I fantasmi del G7
di Ascanio Bernardeschi
Nel G7 dei giorni scorsi gli Stati Uniti hanno premuto per boicottare sul piano economico e contrastare sul piano militare Russia e Cina. Sul primo tavolo, l’economico, hanno poche carte da giocare, per questo è serio il rischio che giochino sul secondo
“I giorni in cui le decisioni globali erano dettate da un piccolo gruppo di paesi sono finiti da molto. Noi crediamo che i paesi, grandi o piccoli, forti o deboli, poveri o ricchi, siano tutti uguali, e che gli affari del mondo devono essere gestiti attraverso la consultazione tra paesi” (Xi Jinping, 15 giugno 2021).
Con questa dichiarazione il presidente cinese commentava gli esiti del G7 di pochi giorni fa in Cornovaglia. Per comprendere se ci siano ragioni obiettive per una dichiarazione di implicita condanna, occorre esaminare le conclusioni del vertice e il contesto dei rapporti internazionali.

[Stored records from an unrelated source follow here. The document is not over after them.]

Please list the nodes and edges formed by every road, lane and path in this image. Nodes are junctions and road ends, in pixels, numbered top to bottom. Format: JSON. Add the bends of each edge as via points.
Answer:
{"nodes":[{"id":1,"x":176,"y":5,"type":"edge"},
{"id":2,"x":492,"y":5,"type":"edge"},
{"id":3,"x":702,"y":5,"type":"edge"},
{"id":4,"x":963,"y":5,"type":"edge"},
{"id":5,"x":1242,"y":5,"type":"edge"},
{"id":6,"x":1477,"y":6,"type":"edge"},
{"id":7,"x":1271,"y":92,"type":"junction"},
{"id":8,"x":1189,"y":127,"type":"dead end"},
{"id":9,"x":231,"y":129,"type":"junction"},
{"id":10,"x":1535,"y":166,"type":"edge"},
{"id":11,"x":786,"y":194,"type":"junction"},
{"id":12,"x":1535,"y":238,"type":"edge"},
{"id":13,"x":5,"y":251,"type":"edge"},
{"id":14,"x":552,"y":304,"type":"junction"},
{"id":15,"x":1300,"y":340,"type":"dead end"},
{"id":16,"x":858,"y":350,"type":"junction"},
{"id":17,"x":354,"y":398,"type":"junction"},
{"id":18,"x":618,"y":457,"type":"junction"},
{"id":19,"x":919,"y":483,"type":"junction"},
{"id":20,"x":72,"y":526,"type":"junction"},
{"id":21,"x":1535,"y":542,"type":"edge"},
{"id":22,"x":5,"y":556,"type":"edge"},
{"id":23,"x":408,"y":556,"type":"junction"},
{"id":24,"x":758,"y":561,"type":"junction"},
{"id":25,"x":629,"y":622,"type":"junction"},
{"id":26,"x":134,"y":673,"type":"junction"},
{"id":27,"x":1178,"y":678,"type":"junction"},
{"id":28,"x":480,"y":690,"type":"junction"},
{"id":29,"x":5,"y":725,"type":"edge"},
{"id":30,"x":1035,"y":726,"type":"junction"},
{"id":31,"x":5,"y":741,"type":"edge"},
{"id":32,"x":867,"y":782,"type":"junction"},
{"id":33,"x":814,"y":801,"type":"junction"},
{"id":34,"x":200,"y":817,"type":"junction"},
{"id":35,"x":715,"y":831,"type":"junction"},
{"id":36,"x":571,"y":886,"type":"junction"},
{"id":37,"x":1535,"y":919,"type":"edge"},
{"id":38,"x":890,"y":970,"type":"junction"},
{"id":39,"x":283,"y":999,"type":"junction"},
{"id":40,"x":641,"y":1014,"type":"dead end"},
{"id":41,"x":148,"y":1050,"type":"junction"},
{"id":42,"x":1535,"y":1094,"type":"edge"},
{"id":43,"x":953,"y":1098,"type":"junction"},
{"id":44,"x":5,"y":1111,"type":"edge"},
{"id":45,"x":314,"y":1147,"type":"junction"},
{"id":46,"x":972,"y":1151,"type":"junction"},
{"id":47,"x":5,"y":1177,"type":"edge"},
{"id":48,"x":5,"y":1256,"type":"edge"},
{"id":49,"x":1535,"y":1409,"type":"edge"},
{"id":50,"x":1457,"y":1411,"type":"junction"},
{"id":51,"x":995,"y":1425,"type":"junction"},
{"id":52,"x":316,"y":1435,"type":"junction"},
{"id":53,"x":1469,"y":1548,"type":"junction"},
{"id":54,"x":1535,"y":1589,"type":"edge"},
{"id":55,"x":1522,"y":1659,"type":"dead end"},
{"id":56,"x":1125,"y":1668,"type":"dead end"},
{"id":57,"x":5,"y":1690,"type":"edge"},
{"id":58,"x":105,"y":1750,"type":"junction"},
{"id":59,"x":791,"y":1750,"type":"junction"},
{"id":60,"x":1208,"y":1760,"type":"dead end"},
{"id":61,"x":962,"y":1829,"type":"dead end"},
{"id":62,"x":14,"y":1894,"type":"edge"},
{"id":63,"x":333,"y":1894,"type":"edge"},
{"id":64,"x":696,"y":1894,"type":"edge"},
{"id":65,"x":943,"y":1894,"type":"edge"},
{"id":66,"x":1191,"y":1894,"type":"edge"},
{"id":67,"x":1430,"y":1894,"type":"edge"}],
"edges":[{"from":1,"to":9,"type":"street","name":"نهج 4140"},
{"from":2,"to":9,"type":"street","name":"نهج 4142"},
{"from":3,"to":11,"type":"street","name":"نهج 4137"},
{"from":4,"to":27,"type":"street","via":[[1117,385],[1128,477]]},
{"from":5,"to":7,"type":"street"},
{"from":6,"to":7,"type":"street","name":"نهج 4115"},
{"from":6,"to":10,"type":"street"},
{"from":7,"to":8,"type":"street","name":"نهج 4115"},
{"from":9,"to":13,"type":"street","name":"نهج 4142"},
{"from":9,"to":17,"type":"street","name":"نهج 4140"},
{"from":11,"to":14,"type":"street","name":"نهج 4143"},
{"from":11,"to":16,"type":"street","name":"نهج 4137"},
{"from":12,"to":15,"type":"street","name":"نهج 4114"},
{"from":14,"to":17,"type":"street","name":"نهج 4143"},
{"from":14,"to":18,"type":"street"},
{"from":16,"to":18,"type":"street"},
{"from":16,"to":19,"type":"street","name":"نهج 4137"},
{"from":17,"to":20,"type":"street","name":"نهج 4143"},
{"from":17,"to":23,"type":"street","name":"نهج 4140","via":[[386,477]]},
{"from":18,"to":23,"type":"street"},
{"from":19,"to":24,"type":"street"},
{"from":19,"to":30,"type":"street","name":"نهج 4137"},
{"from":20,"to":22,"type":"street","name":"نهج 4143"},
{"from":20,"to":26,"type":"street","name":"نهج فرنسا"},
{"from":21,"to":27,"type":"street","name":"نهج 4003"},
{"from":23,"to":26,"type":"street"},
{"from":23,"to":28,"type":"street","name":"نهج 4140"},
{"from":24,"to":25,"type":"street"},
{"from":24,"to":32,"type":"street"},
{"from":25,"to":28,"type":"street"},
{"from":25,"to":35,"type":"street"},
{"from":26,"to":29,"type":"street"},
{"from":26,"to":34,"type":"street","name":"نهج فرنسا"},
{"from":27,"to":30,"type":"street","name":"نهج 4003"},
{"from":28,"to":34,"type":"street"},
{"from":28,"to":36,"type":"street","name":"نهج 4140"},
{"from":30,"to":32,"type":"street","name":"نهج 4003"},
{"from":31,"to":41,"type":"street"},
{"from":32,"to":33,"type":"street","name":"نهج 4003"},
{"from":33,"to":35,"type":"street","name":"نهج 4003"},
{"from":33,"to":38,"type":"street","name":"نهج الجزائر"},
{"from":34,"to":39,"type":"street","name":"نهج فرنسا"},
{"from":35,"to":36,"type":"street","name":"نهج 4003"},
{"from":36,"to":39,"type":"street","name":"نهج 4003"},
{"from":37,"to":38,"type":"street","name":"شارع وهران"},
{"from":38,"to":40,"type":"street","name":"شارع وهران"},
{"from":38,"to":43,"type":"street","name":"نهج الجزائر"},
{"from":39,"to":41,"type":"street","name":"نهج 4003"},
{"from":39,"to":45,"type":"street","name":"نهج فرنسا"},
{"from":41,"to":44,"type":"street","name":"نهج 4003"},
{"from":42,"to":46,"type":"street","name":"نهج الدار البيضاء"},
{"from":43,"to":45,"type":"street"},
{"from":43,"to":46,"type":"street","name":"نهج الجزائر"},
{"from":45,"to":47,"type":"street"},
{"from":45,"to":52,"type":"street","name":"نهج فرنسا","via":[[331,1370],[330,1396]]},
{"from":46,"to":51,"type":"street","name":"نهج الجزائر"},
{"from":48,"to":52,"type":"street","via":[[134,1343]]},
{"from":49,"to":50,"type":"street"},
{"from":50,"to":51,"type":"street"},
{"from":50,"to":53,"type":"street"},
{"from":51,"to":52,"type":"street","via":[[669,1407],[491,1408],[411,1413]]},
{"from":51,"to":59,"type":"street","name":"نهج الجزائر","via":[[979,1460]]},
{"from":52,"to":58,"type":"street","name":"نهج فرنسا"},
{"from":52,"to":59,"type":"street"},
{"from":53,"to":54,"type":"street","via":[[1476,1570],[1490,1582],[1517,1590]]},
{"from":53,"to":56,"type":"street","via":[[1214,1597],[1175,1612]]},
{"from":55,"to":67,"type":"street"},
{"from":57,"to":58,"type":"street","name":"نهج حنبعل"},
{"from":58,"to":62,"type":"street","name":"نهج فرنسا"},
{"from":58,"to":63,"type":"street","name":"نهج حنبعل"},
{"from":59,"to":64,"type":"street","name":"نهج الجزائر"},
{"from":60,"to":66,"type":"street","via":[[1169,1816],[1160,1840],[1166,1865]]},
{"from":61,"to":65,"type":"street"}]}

Ma prima una premessa: chi scrive ammette di non avere certezze sulla prospettiva del sistema economico e sociale della Cina. L’apertura al capitale, compreso quello transnazionale, è stata per questa nazione una necessità, per far uscire dalla miseria un miliardo di persone e per diventare una potenza economica che sta sorpassando (e ha già sorpassato in termini di potere d’acquisto) quella statunitense. Tuttavia tale apertura ha determinato la presenza di un ceto borghese molto ricco e l’ampliamento delle diseguaglianze. Non è facile prevedere il ruolo politico che potrà assumere in futuro questa nuova borghesia, anche se al momento il ruolo del Partito Comunista Cinese nella società e dello Stato, ancora proprietario di settori economici strategici e del sistema bancario, vengono proclamati come saldi; altrettanto la pianificazione dell’economia, con risultati indiscutibili.